Von snarled toward the front of the car. “For the record, this is all on you and Danny. We’re cleaning up the mess as well as we can. But every scream’s on the two of you. I hope it haunts you. I hope it’s all you hear when you try to close your eyes tonight.”
“You’ll watch your tone, half-vamp.” Finn wasn’t a fan of correction.
Von wasn’t a fan of Finn. “You’ll watch your neck around me, and your back around Mason. You’re not in Dagat anymore.”

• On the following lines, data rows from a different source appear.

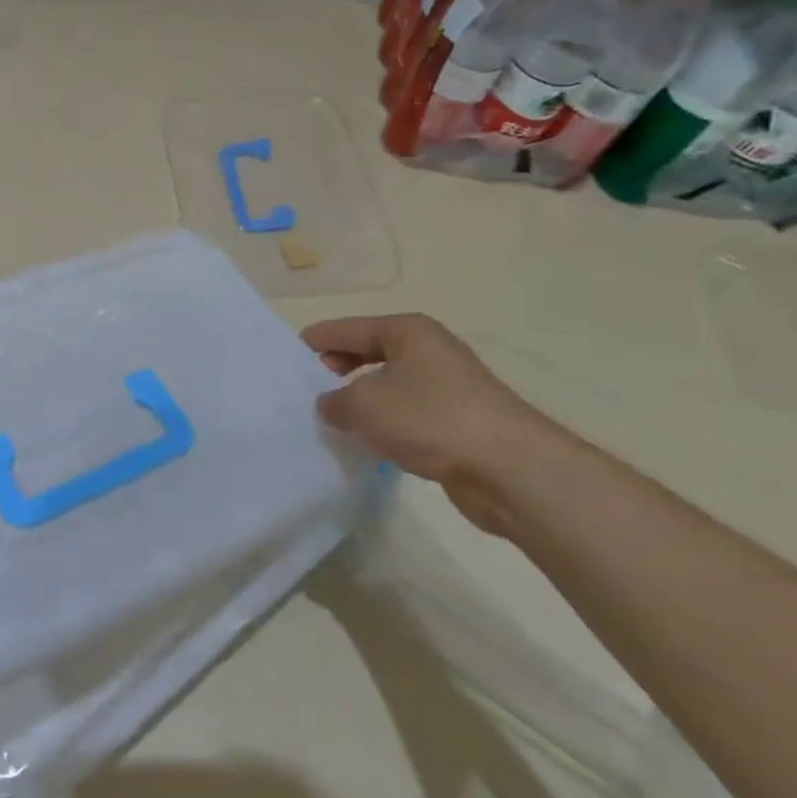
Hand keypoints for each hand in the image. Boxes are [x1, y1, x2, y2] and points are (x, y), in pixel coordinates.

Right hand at [302, 314, 549, 536]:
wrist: (510, 469)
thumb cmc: (431, 419)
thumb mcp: (365, 405)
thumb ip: (334, 401)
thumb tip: (330, 405)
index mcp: (406, 331)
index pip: (346, 328)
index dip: (315, 341)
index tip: (286, 358)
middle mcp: (428, 350)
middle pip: (368, 352)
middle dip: (336, 370)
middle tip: (305, 391)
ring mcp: (447, 386)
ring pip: (388, 385)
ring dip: (361, 401)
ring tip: (330, 420)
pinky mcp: (457, 421)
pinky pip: (406, 414)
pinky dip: (384, 424)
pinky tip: (367, 442)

I leaned forward and screamed into Mason’s neck, praying that the fighting and the agony would come to an end.
28
Make it Better
By the time Danny took the exit to my house from the freeway, the pain was only excruciating, which was a far sight better than it had been in the beginning. I could speak a little and keep it to a quiet bleat through the worst parts, which were all when I was
bumped or moved. My torment was kept private after I regained enough of myself to be able to form a whole sentence worth of thought. My misery was contained to silent crying into Mason’s thick, hairy neck. “It’s alright, I can fix it,” he assured me, though we both knew he was lying.
I bit down on his neck to muffle my scream when Danny hit a pothole that jarred my bones. I let my tears fall down his back and into his black t-shirt.
“Who’s car is that?” Finn asked as Danny turned off the engine.
I glanced at the car and groaned. “Oh, no. It’s a rental. Ollie’s here! He can’t see you guys. He can’t see me like this.”
Mason handed me off to Von. Gentle as he was with my body, each movement felt like my bones were being ripped from their sockets. I bit my lip, distracted from the torture only when Mason transformed into his wolf body right next to us, shaking off his clothes to the floor.
Danny hung his head in defeat. “Did you know Ollie was coming home?”
“No, and I just talked to him this morning.” I whined through a torrent of pain that was so cold, it burned my insides, if that makes any sense.
“I’ll take care of it. If he sees you like this,” Danny looked over his shoulder at my splotchy face that was wet with tears, and grimaced. “He’ll go out of his mind. Any chance you can look… not like that?”